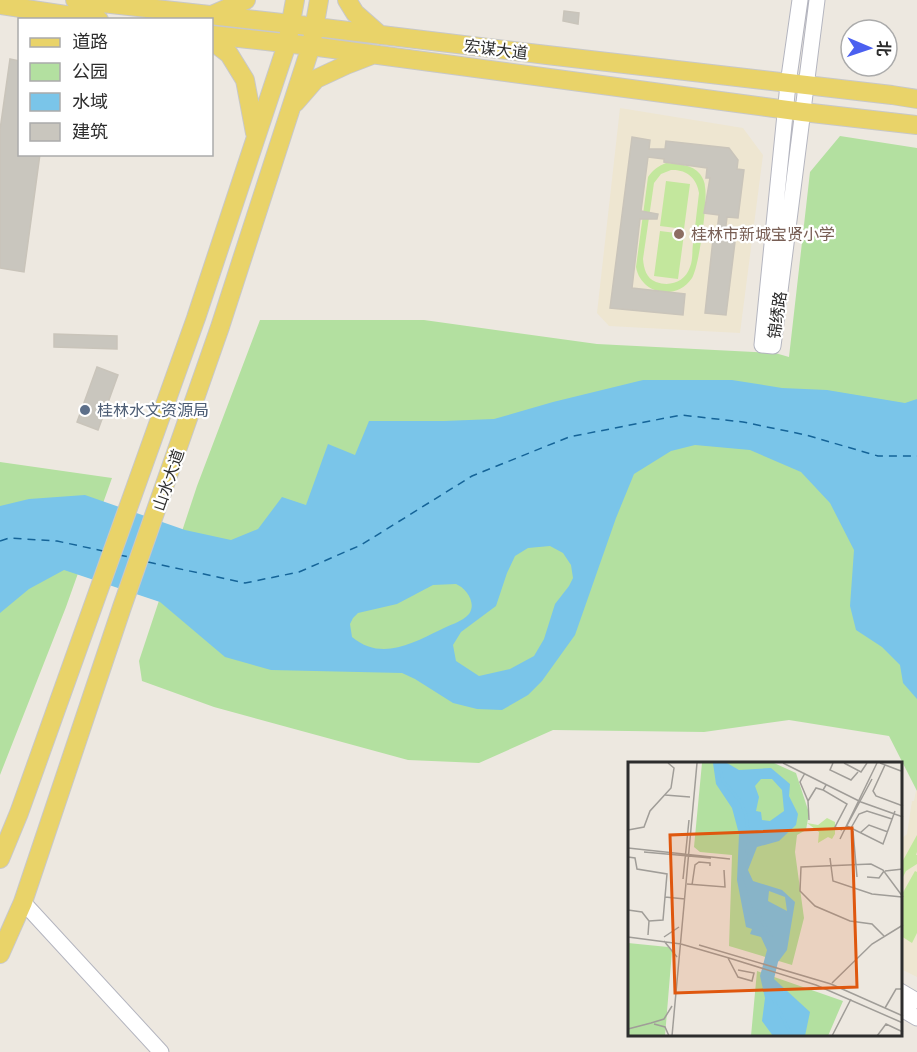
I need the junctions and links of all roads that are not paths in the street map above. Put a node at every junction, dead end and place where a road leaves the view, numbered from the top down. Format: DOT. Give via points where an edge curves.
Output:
graph roads {
  1 [pos="75,0"];
  2 [pos="246,0"];
  3 [pos="295,0"];
  4 [pos="319,0"];
  5 [pos="347,0"];
  6 [pos="800,0"];
  7 [pos="817,0"];
  8 [pos="0,5"];
  9 [pos="210,15"];
  10 [pos="86,18"];
  11 [pos="291,24"];
  12 [pos="314,27"];
  13 [pos="380,34"];
  14 [pos="213,35"];
  15 [pos="213,42"];
  16 [pos="287,44"];
  17 [pos="311,46"];
  18 [pos="374,54"];
  19 [pos="788,84"];
  20 [pos="806,86"];
  21 [pos="917,99"];
  22 [pos="290,109"];
  23 [pos="785,109"];
  24 [pos="803,112"];
  25 [pos="917,125"];
  26 [pos="256,138"];
  27 [pos="0,859"];
  28 [pos="23,902"];
  29 [pos="0,954"];
  30 [pos="902,992"];
  31 [pos="917,1001"];
  32 [pos="902,1009"];
  33 [pos="917,1018"];
  34 [pos="161,1052"];
  1 -- 9 [label="main road, 宏谋大道"];
  2 -- 9 [label="main road"];
  3 -- 11 [label="main road, 山水大道"];
  4 -- 12 [label="main road, 山水大道"];
  5 -- 13 [label="main road"];
  6 -- 19 [label="street, 锦绣路"];
  7 -- 20 [label="street, 锦绣路"];
  8 -- 10 [label="main road"];
  9 -- 11 [label="main road, 宏谋大道"];
  11 -- 12 [label="main road, 宏谋大道"];
  11 -- 16 [label="main road, 山水大道"];
  12 -- 13 [label="main road, 宏谋大道"];
  12 -- 17 [label="main road, 山水大道"];
  13 -- 19 [label="main road, 宏谋大道"];
  14 -- 16 [label="main road, 宏谋大道"];
  15 -- 26 [label="main road" via="229,54 245,80"];
  16 -- 17 [label="main road, 宏谋大道"];
  16 -- 26 [label="main road, 山水大道"];
  17 -- 18 [label="main road, 宏谋大道"];
  17 -- 22 [label="main road, 山水大道"];
  18 -- 22 [label="main road" via="316,79"];
  18 -- 23 [label="main road, 宏谋大道"];
  19 -- 20 [label="main road, 宏谋大道"];
  19 -- 23 [label="street, 锦绣路"];
  20 -- 21 [label="main road, 宏谋大道"];
  20 -- 24 [label="street, 锦绣路"];
  22 -- 28 [label="main road, 山水大道" via="220,327"];
  23 -- 24 [label="main road, 宏谋大道"];
  23 -- 24 [label="street, 锦绣路" via="762,345 773,346"];
  24 -- 25 [label="main road, 宏谋大道"];
  26 -- 27 [label="main road, 山水大道" via="134,493"];
  28 -- 29 [label="main road, 山水大道"];
  28 -- 34 [label="street"];
  30 -- 31 [label="street"];
  32 -- 33 [label="street"];
}
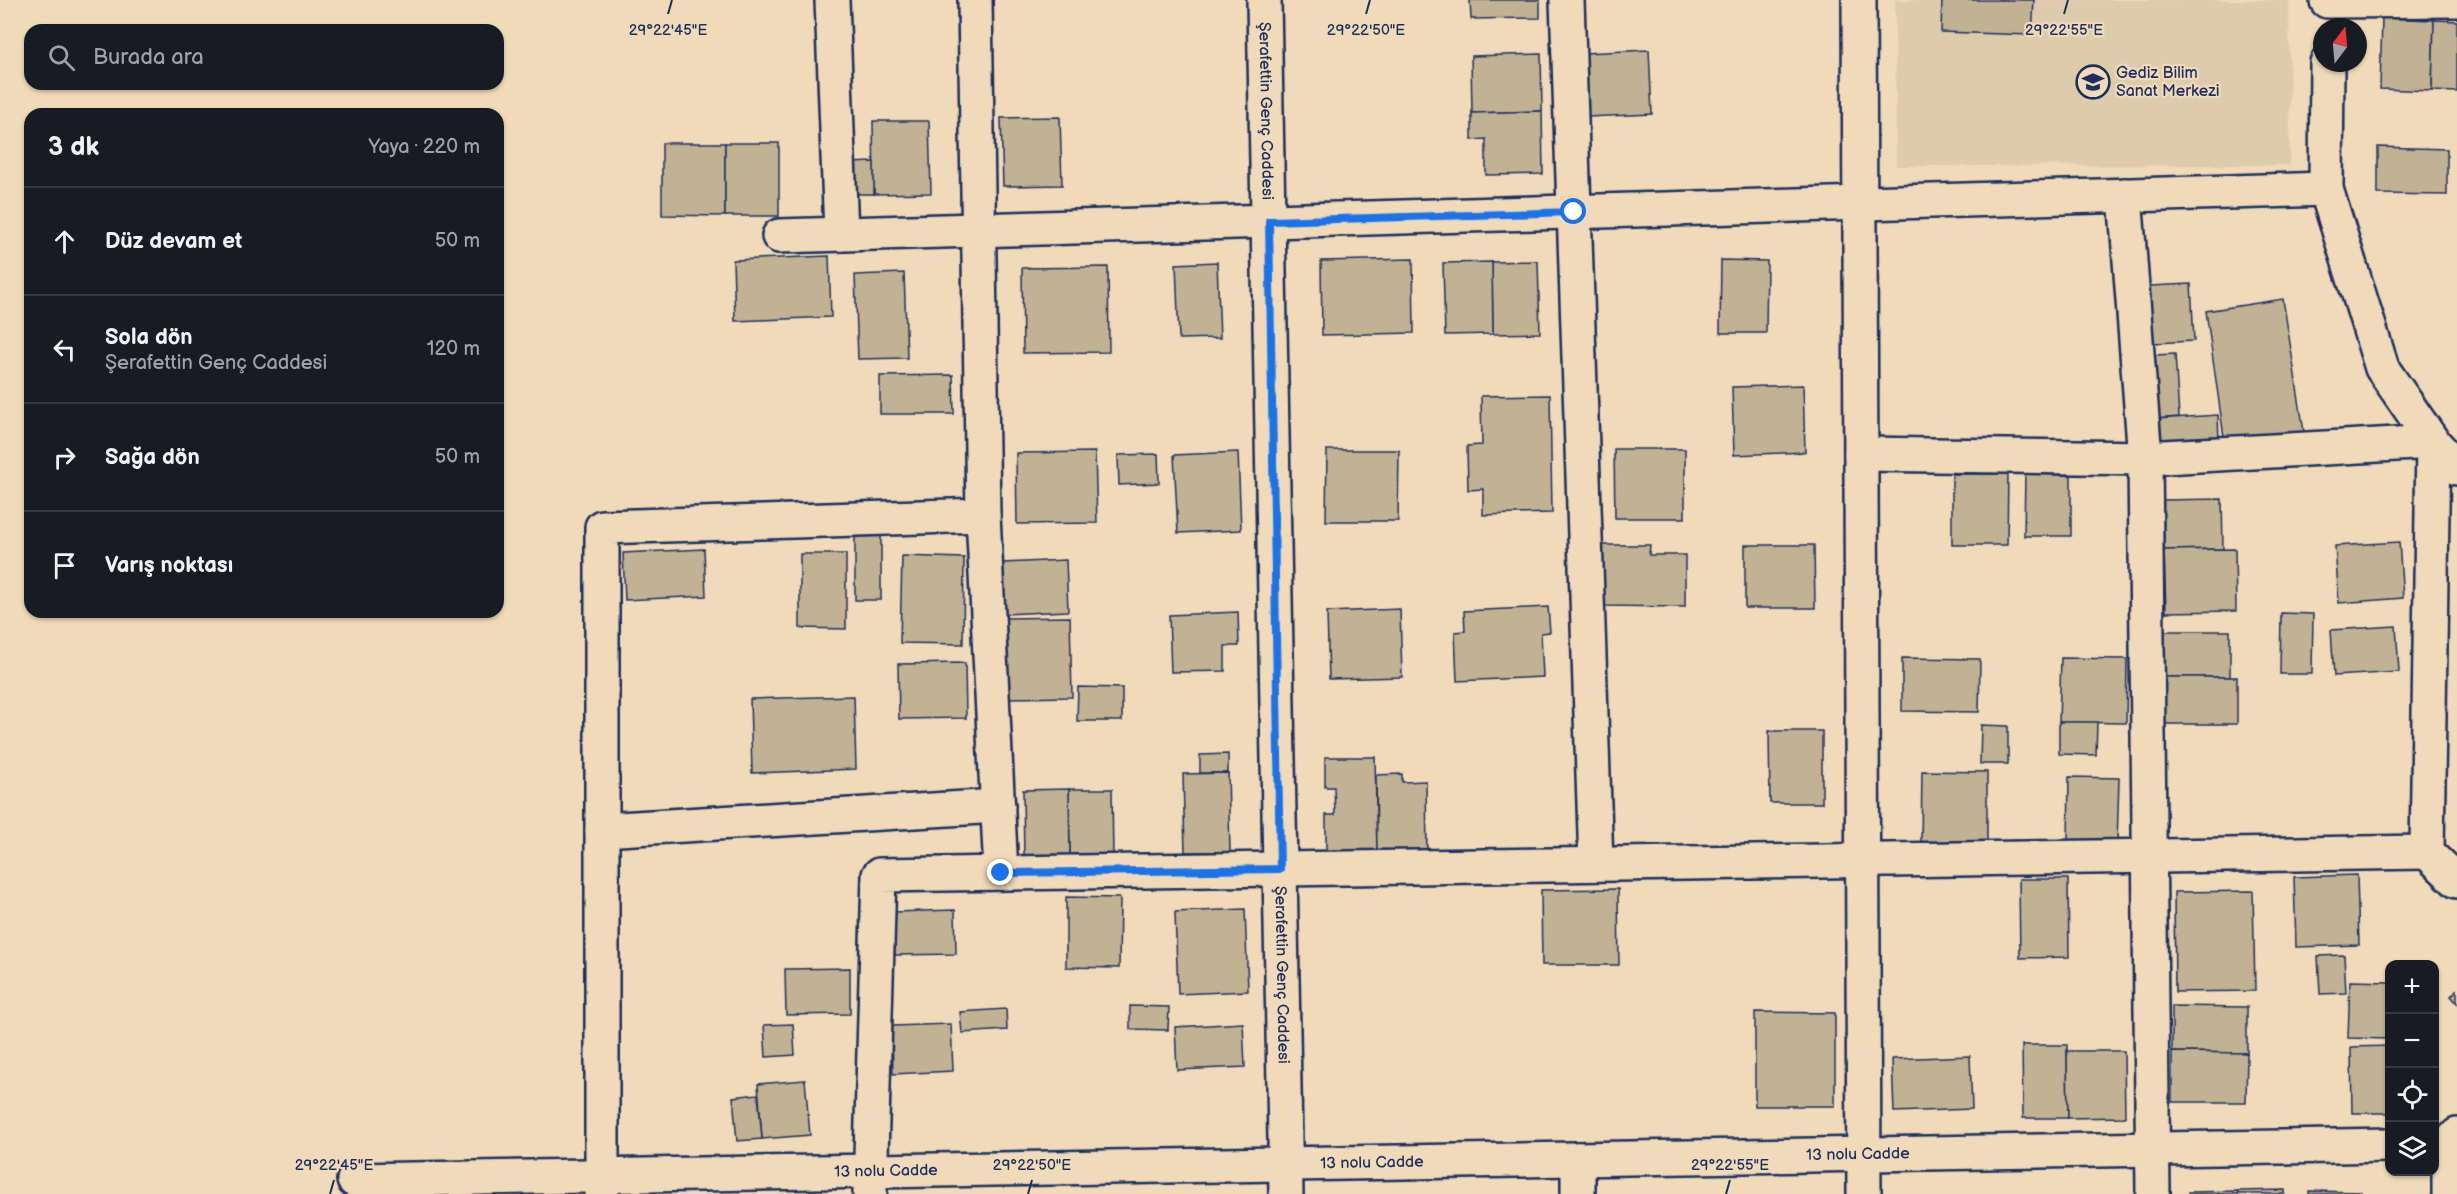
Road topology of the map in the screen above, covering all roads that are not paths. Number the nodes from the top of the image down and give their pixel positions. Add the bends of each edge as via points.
1 (832, 0) edge
2 (975, 0) edge
3 (1264, 0) edge
4 (1567, 0) edge
5 (1859, 0) edge
6 (2457, 0) edge
7 (2327, 9) edge
8 (2326, 72) edge
9 (2326, 189) junction
10 (2125, 195) junction
11 (1860, 203) junction
12 (1574, 212) junction
13 (1269, 221) junction
14 (980, 230) junction
15 (841, 234) junction
16 (780, 236) dead end
17 (2433, 442) junction
18 (1861, 454) junction
19 (2145, 458) junction
20 (2457, 468) edge
21 (983, 515) junction
22 (998, 806) junction
23 (602, 830) junction
24 (2427, 852) junction
25 (2148, 856) junction
26 (1862, 860) junction
27 (1596, 864) junction
28 (1280, 869) junction
29 (1001, 873) junction
30 (2457, 881) edge
31 (2447, 1141) edge
32 (2385, 1145) edge
33 (2152, 1149) junction
34 (1863, 1154) junction
35 (1578, 1159) junction
36 (1286, 1179) edge
37 (354, 1180) dead end
38 (870, 1183) edge
39 (602, 1185) edge
40 (1578, 1194) edge
41 (1864, 1194) edge
42 (2153, 1194) edge
43 (2450, 1194) edge

1 - 15 street
2 - 14 street
3 - 13 street, Şerafettin Genç Caddesi
4 - 12 street
5 - 11 street
6 - 7 street
8 - 9 street
9 - 10 street
9 - 17 street via 2382,368
10 - 11 street
10 - 19 street
11 - 12 street
11 - 18 street
12 - 13 street
12 - 27 street
13 - 14 street
13 - 28 street, Şerafettin Genç Caddesi
14 - 15 street
14 - 21 street
15 - 16 street
17 - 19 street
17 - 20 street
17 - 24 street
18 - 19 street
18 - 26 street
19 - 25 street
21 - 22 street
21 - 23 street via 602,527
22 - 23 street
22 - 29 street
23 - 39 street
24 - 25 street
24 - 30 street
25 - 26 street
25 - 33 street
26 - 27 street
26 - 34 street
27 - 28 street
28 - 29 street
28 - 36 street, Şerafettin Genç Caddesi
29 - 38 street via 879,875
31 - 43 street
32 - 33 street, 13 nolu Cadde
33 - 34 street, 13 nolu Cadde
33 - 42 street
34 - 35 street, 13 nolu Cadde
34 - 41 street
35 - 36 street, 13 nolu Cadde
35 - 40 street
36 - 38 street, 13 nolu Cadde
37 - 39 street, 13 nolu Cadde
38 - 39 street, 13 nolu Cadde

REQUIRED ACTION:
Give the entries back verbatim and omit the images.

THE ANSWER:
I need the junctions and links of all roads that are not paths in the street map above. Put a node at every junction, dead end and place where a road leaves the view, numbered from the top down. Format: DOT. Give via points where an edge curves.
Output:
graph roads {
  1 [pos="75,0"];
  2 [pos="246,0"];
  3 [pos="295,0"];
  4 [pos="319,0"];
  5 [pos="347,0"];
  6 [pos="800,0"];
  7 [pos="817,0"];
  8 [pos="0,5"];
  9 [pos="210,15"];
  10 [pos="86,18"];
  11 [pos="291,24"];
  12 [pos="314,27"];
  13 [pos="380,34"];
  14 [pos="213,35"];
  15 [pos="213,42"];
  16 [pos="287,44"];
  17 [pos="311,46"];
  18 [pos="374,54"];
  19 [pos="788,84"];
  20 [pos="806,86"];
  21 [pos="917,99"];
  22 [pos="290,109"];
  23 [pos="785,109"];
  24 [pos="803,112"];
  25 [pos="917,125"];
  26 [pos="256,138"];
  27 [pos="0,859"];
  28 [pos="23,902"];
  29 [pos="0,954"];
  30 [pos="902,992"];
  31 [pos="917,1001"];
  32 [pos="902,1009"];
  33 [pos="917,1018"];
  34 [pos="161,1052"];
  1 -- 9 [label="main road, 宏谋大道"];
  2 -- 9 [label="main road"];
  3 -- 11 [label="main road, 山水大道"];
  4 -- 12 [label="main road, 山水大道"];
  5 -- 13 [label="main road"];
  6 -- 19 [label="street, 锦绣路"];
  7 -- 20 [label="street, 锦绣路"];
  8 -- 10 [label="main road"];
  9 -- 11 [label="main road, 宏谋大道"];
  11 -- 12 [label="main road, 宏谋大道"];
  11 -- 16 [label="main road, 山水大道"];
  12 -- 13 [label="main road, 宏谋大道"];
  12 -- 17 [label="main road, 山水大道"];
  13 -- 19 [label="main road, 宏谋大道"];
  14 -- 16 [label="main road, 宏谋大道"];
  15 -- 26 [label="main road" via="229,54 245,80"];
  16 -- 17 [label="main road, 宏谋大道"];
  16 -- 26 [label="main road, 山水大道"];
  17 -- 18 [label="main road, 宏谋大道"];
  17 -- 22 [label="main road, 山水大道"];
  18 -- 22 [label="main road" via="316,79"];
  18 -- 23 [label="main road, 宏谋大道"];
  19 -- 20 [label="main road, 宏谋大道"];
  19 -- 23 [label="street, 锦绣路"];
  20 -- 21 [label="main road, 宏谋大道"];
  20 -- 24 [label="street, 锦绣路"];
  22 -- 28 [label="main road, 山水大道" via="220,327"];
  23 -- 24 [label="main road, 宏谋大道"];
  23 -- 24 [label="street, 锦绣路" via="762,345 773,346"];
  24 -- 25 [label="main road, 宏谋大道"];
  26 -- 27 [label="main road, 山水大道" via="134,493"];
  28 -- 29 [label="main road, 山水大道"];
  28 -- 34 [label="street"];
  30 -- 31 [label="street"];
  32 -- 33 [label="street"];
}
Road topology of the map in the screen above, covering all roads that are not paths. Number the nodes from the top of the image down and give their pixel positions. Add the bends of each edge as via points.
1 (832, 0) edge
2 (975, 0) edge
3 (1264, 0) edge
4 (1567, 0) edge
5 (1859, 0) edge
6 (2457, 0) edge
7 (2327, 9) edge
8 (2326, 72) edge
9 (2326, 189) junction
10 (2125, 195) junction
11 (1860, 203) junction
12 (1574, 212) junction
13 (1269, 221) junction
14 (980, 230) junction
15 (841, 234) junction
16 (780, 236) dead end
17 (2433, 442) junction
18 (1861, 454) junction
19 (2145, 458) junction
20 (2457, 468) edge
21 (983, 515) junction
22 (998, 806) junction
23 (602, 830) junction
24 (2427, 852) junction
25 (2148, 856) junction
26 (1862, 860) junction
27 (1596, 864) junction
28 (1280, 869) junction
29 (1001, 873) junction
30 (2457, 881) edge
31 (2447, 1141) edge
32 (2385, 1145) edge
33 (2152, 1149) junction
34 (1863, 1154) junction
35 (1578, 1159) junction
36 (1286, 1179) edge
37 (354, 1180) dead end
38 (870, 1183) edge
39 (602, 1185) edge
40 (1578, 1194) edge
41 (1864, 1194) edge
42 (2153, 1194) edge
43 (2450, 1194) edge

1 - 15 street
2 - 14 street
3 - 13 street, Şerafettin Genç Caddesi
4 - 12 street
5 - 11 street
6 - 7 street
8 - 9 street
9 - 10 street
9 - 17 street via 2382,368
10 - 11 street
10 - 19 street
11 - 12 street
11 - 18 street
12 - 13 street
12 - 27 street
13 - 14 street
13 - 28 street, Şerafettin Genç Caddesi
14 - 15 street
14 - 21 street
15 - 16 street
17 - 19 street
17 - 20 street
17 - 24 street
18 - 19 street
18 - 26 street
19 - 25 street
21 - 22 street
21 - 23 street via 602,527
22 - 23 street
22 - 29 street
23 - 39 street
24 - 25 street
24 - 30 street
25 - 26 street
25 - 33 street
26 - 27 street
26 - 34 street
27 - 28 street
28 - 29 street
28 - 36 street, Şerafettin Genç Caddesi
29 - 38 street via 879,875
31 - 43 street
32 - 33 street, 13 nolu Cadde
33 - 34 street, 13 nolu Cadde
33 - 42 street
34 - 35 street, 13 nolu Cadde
34 - 41 street
35 - 36 street, 13 nolu Cadde
35 - 40 street
36 - 38 street, 13 nolu Cadde
37 - 39 street, 13 nolu Cadde
38 - 39 street, 13 nolu Cadde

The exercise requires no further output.